I laugh at her excited voice. I’m pretty sure that they don’t actually have to worry about alligators in their wealthy gated community, but my grandparents like to create adventure where there’s none.
I engage in a little chit-chat with her, getting reassured that both of them are doing fine, something that cannot be taken for granted at their age.
After a while, she hands the phone over to my grandfather, thus shifting the conversation to an entirely different topic. My grandparents are not afraid to be the perfect stereotype when it comes to certain things, and while my grandmother prefers to talk about the weather, my health, and random gossip about people that I don’t even know, my grandfather is all about the business.
“Things going good?” he asks as soon as he’s handed the phone, and I know he’s not talking about me or my health, but about the business he left me in charge of.
“Yes, everything is running smoothly,” I assure him. “Flipped the Lincoln properties last week, so those are finally off our hands.”
“Good, good,” my grandfather agrees. “Anything new on the horizon?”
“Not right now,” I tell him. “I’ll pick up some negotiations with those law firms in town. They have been back and forth with us for months now, and I wanted to give them some time to think things over and come up with a good proposal before I sit down with them again.”
“In Boston?” he asks.
“Yes, in Boston,” I say.
“Good, always good to be close to the client,” he concludes.
“I know, you’ve taught me that,” I remark.
My grandfather has taught me a lot of things, most of them business-related, of course. But even though he doesn’t know it, he also taught me quite a lot about human psychology.
Years ago, that day when I went too far, when my fists destroyed lives, that was when he realized how dangerous I’d become, both to myself and others.

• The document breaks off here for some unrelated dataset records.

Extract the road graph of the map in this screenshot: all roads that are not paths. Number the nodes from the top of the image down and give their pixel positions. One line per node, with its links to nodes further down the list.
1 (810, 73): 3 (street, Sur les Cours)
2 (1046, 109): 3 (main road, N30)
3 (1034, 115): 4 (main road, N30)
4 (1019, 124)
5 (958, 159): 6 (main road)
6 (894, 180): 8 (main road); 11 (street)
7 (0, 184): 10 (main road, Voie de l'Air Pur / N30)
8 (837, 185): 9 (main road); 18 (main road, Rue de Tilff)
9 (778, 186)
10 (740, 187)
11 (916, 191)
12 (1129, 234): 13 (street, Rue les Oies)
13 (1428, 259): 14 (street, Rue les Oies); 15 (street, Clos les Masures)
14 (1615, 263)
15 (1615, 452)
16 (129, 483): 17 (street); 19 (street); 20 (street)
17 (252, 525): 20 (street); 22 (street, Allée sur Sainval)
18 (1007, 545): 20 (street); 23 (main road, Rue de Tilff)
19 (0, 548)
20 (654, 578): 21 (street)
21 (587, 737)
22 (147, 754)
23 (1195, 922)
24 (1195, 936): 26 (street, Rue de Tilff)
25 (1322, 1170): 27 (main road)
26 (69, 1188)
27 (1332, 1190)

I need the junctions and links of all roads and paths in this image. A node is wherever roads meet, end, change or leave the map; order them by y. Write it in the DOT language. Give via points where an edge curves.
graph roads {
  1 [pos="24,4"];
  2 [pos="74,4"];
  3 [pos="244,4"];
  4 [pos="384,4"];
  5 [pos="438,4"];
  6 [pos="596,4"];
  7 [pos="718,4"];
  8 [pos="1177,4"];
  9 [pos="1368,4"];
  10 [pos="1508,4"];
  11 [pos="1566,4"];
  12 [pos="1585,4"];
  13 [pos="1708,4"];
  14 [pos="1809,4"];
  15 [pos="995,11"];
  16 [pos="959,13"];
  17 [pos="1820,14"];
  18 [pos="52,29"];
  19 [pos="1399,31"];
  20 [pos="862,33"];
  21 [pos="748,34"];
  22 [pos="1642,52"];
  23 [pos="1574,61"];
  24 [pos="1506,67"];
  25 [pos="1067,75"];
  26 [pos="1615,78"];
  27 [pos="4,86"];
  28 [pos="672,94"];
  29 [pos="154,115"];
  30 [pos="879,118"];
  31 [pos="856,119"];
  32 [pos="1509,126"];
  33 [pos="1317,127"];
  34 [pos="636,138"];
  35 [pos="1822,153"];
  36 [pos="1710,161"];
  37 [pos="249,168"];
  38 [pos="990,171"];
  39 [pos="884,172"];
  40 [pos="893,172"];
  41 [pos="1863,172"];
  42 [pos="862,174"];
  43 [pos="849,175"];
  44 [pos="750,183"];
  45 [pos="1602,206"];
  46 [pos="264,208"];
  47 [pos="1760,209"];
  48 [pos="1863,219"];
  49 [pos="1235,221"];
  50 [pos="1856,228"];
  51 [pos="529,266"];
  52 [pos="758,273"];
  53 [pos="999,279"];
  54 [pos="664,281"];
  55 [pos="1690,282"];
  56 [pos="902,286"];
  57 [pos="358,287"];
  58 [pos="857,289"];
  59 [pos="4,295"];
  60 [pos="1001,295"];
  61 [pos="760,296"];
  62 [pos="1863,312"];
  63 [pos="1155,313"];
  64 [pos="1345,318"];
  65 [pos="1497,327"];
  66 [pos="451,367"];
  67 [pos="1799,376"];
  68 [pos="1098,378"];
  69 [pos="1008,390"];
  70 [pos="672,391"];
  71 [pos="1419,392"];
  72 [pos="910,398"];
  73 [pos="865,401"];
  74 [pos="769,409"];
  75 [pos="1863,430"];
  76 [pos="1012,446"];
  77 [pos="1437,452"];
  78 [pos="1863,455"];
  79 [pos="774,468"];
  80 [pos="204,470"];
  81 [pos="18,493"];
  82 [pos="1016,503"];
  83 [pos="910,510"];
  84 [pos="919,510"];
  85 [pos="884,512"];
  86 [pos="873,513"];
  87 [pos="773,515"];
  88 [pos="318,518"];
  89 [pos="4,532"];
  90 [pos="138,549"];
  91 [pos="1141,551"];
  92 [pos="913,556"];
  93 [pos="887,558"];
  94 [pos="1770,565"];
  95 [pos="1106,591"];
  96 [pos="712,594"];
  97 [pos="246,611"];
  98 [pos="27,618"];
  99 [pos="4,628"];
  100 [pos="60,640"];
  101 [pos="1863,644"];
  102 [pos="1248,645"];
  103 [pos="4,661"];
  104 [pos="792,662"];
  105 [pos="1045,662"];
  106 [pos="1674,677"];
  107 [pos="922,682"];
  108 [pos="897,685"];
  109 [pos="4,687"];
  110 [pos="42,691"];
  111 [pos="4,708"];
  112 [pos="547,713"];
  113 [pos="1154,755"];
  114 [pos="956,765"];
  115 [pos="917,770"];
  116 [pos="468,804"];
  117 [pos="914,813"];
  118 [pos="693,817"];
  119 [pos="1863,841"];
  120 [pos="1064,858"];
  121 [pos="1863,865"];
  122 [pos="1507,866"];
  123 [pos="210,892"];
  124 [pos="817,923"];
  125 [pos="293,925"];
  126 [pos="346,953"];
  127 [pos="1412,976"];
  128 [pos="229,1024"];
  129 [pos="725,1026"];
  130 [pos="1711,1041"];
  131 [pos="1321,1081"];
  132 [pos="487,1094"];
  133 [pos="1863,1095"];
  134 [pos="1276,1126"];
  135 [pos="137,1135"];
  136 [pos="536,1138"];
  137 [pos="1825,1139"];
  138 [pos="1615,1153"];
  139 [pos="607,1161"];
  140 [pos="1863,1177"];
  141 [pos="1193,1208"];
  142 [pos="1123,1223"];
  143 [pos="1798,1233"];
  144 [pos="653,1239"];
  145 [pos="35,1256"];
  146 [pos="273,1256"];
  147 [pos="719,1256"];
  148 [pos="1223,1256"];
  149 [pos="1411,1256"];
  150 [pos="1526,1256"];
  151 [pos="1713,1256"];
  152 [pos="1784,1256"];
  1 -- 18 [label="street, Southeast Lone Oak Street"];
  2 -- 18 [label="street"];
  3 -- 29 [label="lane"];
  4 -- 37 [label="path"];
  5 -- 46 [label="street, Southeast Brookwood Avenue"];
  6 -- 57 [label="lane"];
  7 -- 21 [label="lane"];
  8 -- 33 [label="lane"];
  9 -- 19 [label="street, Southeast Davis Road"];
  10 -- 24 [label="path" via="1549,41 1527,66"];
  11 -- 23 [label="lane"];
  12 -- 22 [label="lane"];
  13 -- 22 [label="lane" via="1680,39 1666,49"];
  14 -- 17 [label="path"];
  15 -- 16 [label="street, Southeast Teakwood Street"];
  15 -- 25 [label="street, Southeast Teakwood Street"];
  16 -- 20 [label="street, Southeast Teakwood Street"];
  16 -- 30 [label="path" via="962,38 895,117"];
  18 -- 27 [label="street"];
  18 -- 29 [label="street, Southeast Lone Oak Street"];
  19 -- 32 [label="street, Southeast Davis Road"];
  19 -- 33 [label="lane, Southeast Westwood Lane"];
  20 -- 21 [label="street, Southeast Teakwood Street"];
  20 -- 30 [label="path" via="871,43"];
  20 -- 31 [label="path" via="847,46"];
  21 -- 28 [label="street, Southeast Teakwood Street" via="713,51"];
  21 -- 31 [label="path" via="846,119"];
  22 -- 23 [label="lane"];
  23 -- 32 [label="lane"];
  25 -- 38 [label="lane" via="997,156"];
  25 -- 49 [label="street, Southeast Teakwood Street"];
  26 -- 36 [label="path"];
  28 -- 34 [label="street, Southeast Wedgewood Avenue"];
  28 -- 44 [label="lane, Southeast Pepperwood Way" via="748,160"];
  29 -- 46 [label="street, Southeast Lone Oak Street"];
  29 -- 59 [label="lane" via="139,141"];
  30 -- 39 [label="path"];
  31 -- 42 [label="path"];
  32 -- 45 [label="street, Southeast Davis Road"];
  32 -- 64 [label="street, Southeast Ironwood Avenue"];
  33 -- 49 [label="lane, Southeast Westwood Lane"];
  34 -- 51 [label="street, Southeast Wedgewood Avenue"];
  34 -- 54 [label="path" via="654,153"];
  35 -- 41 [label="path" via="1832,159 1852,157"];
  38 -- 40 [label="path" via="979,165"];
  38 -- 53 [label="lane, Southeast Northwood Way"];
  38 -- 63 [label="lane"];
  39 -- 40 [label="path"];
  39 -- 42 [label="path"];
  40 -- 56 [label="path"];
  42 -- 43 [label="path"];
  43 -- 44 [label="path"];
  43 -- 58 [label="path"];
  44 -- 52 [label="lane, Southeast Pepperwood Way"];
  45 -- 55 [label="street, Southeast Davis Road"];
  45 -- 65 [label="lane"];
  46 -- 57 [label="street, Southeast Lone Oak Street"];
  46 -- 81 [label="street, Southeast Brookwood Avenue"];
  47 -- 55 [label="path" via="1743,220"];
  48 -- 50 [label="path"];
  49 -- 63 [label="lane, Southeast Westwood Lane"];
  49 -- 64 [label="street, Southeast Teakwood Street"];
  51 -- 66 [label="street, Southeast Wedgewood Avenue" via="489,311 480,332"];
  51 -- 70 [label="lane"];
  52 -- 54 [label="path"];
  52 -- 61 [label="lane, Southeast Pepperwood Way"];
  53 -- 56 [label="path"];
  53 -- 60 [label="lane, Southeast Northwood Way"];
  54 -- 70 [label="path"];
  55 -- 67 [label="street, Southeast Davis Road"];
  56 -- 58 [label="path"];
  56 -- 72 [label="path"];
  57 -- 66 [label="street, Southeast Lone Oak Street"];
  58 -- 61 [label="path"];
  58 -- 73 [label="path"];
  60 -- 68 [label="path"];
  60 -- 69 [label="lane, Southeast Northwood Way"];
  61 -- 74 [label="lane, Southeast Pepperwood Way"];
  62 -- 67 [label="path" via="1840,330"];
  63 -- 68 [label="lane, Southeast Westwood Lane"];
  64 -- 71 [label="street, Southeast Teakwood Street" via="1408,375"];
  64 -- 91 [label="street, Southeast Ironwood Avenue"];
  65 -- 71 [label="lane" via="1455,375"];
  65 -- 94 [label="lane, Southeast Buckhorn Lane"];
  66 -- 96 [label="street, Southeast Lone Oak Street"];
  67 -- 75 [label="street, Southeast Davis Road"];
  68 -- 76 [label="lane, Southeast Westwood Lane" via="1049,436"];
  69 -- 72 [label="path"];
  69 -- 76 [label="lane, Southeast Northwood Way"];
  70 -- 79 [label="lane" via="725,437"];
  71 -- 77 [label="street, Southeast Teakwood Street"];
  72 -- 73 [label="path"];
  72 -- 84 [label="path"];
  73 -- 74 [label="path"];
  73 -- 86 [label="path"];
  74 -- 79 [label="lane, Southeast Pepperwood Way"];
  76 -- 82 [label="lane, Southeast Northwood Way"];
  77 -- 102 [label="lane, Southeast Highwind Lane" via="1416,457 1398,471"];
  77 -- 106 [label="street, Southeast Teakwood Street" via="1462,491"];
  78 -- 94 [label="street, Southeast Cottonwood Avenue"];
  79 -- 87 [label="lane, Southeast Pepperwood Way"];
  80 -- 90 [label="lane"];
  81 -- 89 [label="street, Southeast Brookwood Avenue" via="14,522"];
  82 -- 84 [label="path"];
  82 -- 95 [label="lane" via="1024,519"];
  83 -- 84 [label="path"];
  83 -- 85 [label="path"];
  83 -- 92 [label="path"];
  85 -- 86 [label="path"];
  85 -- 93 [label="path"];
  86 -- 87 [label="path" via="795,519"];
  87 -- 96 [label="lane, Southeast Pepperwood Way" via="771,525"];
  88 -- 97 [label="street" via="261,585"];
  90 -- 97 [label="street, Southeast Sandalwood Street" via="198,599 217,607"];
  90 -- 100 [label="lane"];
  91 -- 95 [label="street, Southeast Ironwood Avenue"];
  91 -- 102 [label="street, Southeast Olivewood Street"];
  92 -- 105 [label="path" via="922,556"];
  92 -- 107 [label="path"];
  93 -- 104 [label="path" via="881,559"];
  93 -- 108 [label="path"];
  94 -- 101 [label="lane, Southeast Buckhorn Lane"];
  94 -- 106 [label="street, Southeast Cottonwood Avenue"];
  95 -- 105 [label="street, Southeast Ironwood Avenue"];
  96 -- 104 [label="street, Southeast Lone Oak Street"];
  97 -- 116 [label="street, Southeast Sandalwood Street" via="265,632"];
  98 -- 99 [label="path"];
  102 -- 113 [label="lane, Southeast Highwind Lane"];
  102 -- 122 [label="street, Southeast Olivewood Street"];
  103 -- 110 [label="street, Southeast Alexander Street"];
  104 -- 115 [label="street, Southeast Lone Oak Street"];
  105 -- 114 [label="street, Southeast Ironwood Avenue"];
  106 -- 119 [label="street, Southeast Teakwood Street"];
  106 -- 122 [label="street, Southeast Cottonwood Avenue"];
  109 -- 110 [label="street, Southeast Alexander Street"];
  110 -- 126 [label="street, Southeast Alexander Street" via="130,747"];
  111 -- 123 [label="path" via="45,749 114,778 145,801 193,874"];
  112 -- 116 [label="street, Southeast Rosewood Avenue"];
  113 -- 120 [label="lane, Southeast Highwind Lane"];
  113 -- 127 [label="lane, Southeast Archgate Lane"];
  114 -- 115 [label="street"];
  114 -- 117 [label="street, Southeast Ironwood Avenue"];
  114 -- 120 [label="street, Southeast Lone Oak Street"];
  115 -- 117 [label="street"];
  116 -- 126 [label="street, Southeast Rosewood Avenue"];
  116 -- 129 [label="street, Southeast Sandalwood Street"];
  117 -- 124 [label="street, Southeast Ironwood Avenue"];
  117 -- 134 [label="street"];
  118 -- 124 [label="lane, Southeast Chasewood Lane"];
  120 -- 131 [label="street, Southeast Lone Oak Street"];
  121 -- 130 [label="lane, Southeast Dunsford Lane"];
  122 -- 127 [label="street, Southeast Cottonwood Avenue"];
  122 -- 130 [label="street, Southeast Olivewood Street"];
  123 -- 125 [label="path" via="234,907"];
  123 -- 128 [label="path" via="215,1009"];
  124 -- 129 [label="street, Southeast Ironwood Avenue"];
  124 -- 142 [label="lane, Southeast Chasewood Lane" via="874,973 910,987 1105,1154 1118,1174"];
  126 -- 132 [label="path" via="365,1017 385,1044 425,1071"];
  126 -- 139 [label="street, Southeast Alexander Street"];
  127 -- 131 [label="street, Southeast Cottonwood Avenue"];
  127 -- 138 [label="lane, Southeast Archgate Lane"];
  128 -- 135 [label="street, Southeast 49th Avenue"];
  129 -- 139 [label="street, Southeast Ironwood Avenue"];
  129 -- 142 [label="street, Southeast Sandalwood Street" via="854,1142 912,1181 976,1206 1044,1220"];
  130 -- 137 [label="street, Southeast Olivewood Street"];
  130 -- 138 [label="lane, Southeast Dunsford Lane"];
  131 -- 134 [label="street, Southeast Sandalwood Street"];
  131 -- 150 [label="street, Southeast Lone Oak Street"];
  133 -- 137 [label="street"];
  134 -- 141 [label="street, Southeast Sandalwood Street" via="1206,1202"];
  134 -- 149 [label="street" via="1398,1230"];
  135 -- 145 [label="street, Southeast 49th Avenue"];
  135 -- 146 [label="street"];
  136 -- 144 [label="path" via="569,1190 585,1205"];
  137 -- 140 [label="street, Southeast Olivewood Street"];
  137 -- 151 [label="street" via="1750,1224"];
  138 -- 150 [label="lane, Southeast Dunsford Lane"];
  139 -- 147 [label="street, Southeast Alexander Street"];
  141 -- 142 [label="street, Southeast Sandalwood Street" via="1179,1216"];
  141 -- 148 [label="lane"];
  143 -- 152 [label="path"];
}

That was the day he sat me down and told me I had to do something about it, I had to change something in my life.
“You need an outlet, son,” he told me. “A hobby, sports, martial arts. Anything that will keep both your mind and your body focused. Something that captivates and controls you, something that channels all that violent energy into something less harmful, even useful.”
Of course, he had no idea where I would go with his advice. I tried different things, I tried Tae kwon do, Jiu Jitsu, boxing. It helped my physique, but none of it could tame my mind.
Nothing worked as well as this.
I found my outlet in women, not in their embrace, but in their terror. They may only play a role for me, but their faces, painted with both agony and bliss are what keeps me sane.
And so far, none of them have done the job as well as Ruby.
Now as I look at her on one of the screens in my office, I can’t help but feel a warm wave of gratefulness flooding my entire being.
She’s tied to her bed, her naked body hidden under that red fur coat, the one thing she needs to protect herself from me. It’s been two days, and I still haven’t fucked her. I’ve never waited this long, because no one has ever made me wait this long. Ruby makes me want to take my time with her, she makes me want different things. I’ve spanked her, tied her down, and I’ve made her come again and again, and not only to gain her trust so it’ll be easier to control her.
No, it’s not just that.
I just enjoy watching her. I can’t get enough of her beautiful face, her enticing body, her expressive reactions.